All Quiet on the Novel Front? No, there is more here than you see….

Work on the novel has been a little slow.At least that’s how it looks from the outside.

Which is not surprising. Working on a big project like this is more akin to a marathon than a sprint. I am also one of those writers who, rather than wade into the thicket unprepared, I like to think through a part of the novel if it looks as if it will be troublesome.

This next part of the novel necessarily isn’t troublesome, by definition of the word, but there are difficult layers to it I want to understand before I tackle it. I don’t always do this with every story or every scene. Sometimes parts of a story are very easy to write, sometimes they are not.

I’m not complaining about all this. It’s part of writing. I made that pact long ago when I decided I was going to make this my profession. It’s the pact we all make when we decide we are going to write. I’m putting it out there because I am a writer and writing about things like this helps me process it and find avenues and methods out .Writing is mostly mental,not physical. Work on that part more than the other and you will be successful.

I’ve also been busy with other things in life which has eaten away writing time. This was a busy week. But hopefully next week will be better and I can get more words down on paper. Or electrons on the screen, or whatever.

But on top of all that one of the things I want to talk about is how we writers are working even when it doesn’t appear we are working. I have always maintained writing is 90% mental and that’s probably a low estimate. The actual writing part, the physical activity, isn’t the majority of the creativity process. It’s the mental work we do before, during, and after a story is written that truly makes a story come alive.

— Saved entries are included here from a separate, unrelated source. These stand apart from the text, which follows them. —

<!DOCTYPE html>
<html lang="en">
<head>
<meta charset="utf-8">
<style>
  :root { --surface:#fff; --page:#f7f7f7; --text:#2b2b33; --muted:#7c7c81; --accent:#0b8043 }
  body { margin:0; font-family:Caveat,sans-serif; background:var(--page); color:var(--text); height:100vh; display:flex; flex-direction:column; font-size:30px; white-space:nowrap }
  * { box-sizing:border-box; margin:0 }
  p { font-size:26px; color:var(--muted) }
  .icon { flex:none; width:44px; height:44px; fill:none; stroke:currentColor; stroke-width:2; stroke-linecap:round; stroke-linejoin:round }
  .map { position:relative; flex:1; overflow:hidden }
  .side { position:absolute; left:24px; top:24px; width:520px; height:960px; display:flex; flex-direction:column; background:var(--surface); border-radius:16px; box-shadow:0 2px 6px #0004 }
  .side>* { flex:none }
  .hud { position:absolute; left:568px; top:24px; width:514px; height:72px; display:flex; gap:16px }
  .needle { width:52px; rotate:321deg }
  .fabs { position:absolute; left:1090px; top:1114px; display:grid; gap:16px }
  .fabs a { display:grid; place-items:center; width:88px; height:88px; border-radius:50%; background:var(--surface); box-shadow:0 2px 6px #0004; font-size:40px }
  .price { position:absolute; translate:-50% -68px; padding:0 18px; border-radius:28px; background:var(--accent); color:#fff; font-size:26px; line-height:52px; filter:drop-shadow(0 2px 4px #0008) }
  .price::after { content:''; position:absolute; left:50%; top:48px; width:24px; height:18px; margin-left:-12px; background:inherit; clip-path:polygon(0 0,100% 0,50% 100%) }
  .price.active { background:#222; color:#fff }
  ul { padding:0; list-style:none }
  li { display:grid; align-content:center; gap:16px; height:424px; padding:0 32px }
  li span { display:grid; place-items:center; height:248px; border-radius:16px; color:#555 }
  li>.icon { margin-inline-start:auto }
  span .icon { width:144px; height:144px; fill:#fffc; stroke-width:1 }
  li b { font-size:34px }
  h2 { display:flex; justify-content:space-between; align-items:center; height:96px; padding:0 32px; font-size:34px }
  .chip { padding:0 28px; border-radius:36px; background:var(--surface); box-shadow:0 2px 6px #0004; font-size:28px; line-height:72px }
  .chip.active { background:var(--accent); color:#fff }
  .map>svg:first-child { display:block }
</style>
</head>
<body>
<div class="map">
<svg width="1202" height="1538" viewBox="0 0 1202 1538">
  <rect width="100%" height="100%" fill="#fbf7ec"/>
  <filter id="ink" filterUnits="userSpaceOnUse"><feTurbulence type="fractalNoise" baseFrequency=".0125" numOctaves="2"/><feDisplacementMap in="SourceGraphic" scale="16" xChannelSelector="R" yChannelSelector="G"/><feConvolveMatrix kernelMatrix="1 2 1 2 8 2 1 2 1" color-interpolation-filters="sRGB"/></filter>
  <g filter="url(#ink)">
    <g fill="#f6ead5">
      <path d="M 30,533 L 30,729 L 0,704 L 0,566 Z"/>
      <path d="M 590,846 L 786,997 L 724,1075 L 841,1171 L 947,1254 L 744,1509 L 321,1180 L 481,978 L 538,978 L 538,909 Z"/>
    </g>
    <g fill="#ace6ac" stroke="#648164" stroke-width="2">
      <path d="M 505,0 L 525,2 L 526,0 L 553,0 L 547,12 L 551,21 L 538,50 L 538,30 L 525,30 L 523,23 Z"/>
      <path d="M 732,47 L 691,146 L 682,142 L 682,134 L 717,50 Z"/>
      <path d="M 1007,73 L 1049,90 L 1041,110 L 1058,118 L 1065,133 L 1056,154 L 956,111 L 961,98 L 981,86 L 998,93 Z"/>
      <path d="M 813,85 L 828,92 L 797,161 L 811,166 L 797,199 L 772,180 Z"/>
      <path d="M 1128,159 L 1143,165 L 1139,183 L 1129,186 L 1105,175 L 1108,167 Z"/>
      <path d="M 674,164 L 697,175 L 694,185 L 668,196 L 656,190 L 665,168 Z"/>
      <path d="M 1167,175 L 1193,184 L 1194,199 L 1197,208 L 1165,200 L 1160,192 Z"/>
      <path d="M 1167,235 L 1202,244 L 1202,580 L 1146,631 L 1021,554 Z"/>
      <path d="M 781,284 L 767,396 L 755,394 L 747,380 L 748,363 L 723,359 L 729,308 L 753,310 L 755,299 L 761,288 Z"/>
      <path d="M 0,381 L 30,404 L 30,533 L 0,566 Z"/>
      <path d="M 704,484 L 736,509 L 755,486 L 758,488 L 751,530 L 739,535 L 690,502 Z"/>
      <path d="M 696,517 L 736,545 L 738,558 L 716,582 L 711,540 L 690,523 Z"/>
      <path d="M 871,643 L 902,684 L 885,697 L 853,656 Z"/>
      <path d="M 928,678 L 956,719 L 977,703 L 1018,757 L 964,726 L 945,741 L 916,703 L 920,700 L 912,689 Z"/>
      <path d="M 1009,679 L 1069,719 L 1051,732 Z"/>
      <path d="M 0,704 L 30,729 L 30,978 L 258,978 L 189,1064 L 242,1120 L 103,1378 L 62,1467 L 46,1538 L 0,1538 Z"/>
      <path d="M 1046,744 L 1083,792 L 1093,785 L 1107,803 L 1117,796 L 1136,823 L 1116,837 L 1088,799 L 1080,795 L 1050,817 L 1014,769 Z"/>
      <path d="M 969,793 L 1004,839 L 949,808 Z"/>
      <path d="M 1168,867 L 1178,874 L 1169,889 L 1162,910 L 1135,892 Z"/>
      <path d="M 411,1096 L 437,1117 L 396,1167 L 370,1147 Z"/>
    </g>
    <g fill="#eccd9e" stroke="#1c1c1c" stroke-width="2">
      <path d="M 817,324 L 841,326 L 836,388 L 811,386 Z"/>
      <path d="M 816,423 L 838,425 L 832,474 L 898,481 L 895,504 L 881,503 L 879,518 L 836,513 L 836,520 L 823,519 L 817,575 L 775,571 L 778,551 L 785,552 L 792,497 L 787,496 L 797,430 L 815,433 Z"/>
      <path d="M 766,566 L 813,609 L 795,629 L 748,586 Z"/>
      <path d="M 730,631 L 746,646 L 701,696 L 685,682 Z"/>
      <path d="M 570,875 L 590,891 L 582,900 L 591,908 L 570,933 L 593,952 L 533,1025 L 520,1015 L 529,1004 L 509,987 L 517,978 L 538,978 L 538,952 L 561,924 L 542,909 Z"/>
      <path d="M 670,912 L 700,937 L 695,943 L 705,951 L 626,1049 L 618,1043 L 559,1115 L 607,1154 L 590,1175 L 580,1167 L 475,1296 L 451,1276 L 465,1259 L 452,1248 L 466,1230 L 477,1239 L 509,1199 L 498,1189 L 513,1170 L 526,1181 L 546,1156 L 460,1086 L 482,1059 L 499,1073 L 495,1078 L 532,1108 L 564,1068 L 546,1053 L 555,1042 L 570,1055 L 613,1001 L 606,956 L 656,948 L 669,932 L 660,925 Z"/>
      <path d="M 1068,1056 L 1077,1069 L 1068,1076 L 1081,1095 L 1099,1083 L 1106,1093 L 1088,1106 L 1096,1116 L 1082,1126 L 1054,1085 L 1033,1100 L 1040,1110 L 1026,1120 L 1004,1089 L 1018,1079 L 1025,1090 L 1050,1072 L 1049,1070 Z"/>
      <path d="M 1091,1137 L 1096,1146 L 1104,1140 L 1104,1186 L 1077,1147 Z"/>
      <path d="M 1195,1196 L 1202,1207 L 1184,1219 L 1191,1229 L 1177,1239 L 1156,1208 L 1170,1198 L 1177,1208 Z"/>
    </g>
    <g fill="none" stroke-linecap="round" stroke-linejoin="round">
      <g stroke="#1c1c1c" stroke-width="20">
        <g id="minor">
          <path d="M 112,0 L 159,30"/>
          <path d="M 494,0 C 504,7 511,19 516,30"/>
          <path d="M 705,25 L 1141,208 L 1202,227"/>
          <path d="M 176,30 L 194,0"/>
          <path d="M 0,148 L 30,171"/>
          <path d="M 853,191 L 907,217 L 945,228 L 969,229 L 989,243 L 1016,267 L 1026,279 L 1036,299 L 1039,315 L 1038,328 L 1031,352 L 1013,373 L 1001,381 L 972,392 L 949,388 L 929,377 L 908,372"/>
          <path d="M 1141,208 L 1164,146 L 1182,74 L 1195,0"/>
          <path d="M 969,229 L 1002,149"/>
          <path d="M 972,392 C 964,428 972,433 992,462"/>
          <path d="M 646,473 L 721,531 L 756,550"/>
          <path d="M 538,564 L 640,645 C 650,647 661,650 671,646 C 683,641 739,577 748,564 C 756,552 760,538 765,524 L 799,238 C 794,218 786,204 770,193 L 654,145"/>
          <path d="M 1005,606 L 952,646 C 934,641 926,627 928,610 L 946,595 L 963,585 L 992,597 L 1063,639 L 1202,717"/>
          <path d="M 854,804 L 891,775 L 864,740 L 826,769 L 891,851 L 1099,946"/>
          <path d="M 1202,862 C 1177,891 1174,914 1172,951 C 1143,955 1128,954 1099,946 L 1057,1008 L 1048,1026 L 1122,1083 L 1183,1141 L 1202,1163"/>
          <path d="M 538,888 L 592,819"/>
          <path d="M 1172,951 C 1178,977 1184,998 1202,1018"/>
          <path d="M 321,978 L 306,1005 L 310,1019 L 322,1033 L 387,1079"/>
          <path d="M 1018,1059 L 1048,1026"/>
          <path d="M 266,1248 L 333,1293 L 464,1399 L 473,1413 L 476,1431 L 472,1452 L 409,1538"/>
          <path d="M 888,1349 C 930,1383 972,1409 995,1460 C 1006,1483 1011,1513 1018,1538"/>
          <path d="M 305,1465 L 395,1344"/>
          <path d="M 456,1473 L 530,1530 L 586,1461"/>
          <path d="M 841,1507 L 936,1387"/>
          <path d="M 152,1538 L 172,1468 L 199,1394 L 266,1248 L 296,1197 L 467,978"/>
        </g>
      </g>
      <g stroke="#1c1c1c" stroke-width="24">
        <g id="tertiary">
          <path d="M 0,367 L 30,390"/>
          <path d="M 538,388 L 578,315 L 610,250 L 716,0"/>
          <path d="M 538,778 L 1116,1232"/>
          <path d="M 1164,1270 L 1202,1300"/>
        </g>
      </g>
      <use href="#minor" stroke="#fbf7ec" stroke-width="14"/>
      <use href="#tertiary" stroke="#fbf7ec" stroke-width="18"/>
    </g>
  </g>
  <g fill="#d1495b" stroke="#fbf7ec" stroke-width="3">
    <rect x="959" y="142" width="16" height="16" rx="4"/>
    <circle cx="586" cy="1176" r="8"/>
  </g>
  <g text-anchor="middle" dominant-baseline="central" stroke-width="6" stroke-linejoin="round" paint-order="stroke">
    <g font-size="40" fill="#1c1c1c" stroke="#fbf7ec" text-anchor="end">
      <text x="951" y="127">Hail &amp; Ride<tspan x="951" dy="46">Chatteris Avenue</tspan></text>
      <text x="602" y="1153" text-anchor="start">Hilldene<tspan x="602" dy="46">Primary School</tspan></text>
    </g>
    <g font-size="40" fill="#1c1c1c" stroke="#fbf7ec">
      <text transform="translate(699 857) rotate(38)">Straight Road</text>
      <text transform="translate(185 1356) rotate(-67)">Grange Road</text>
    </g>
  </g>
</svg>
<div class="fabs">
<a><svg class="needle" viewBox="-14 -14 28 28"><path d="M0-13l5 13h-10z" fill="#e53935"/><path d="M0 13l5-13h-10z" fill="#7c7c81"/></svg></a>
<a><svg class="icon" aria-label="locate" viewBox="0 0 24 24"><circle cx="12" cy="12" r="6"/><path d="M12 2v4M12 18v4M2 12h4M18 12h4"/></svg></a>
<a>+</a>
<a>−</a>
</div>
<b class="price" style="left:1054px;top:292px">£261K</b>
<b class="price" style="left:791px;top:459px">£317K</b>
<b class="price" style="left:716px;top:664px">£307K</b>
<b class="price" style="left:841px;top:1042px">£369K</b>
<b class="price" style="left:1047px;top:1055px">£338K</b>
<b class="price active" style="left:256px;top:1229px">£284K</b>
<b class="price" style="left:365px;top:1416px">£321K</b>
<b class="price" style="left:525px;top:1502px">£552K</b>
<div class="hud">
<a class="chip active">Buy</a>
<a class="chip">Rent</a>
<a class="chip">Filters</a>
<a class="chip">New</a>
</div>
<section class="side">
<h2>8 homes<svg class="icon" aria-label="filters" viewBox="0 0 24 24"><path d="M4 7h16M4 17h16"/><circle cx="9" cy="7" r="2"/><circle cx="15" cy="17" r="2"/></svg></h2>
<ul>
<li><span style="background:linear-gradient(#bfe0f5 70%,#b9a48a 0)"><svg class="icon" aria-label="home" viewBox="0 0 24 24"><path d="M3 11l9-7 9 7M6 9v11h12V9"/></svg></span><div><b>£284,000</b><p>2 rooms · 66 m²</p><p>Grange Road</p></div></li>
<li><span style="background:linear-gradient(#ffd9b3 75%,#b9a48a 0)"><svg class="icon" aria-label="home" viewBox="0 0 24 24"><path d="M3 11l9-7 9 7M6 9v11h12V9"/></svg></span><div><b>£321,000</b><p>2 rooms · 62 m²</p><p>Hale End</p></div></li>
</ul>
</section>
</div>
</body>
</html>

Now that I think of it maybe I should have made this a Conversation with Story pillar post, but that’s cool. I still stand by my judgment that writing is primarily a mental exercise. I mean, you need careful and specific movements to paint and sculpt and throw clay pots. You need careful and specific layers of imagination to write good stories.

At least that’s how it works for me. And even though I am not actively writing…I am still writing because I am working on the story in my mind and working through some problematic areas. Once I get that done, or at least reach a point where I understand the scene and can view it holistically, I will be ready to tackle it again.

May not look like it but trust me. I am still writing. All writers are writing, even when it looks as if they are not. We never stop writing. No real writer ever stops writing.

8 Replies to “All Quiet on the Novel Front? No, there is more here than you see….”

  1. Ha. Good luck getting someone to believe that who just wants you to get off your lazy butt and go mow the yard, LOL! Well, if you can convince them, bottle that ability up and sell it — writers have been telling non-writers that since the cave-people days.

  2. Hey, you are preaching to the choir here, buddy! I work out resolutions to apparent conflicts in my storylines ALL THE TIME–these tasks will not leave me alone, for crying out loud. As far as you guys being plagued with “honey-do” chores, I will just give thanks to be female, being a senior citizen who is SUPPOSED to be on her derriere!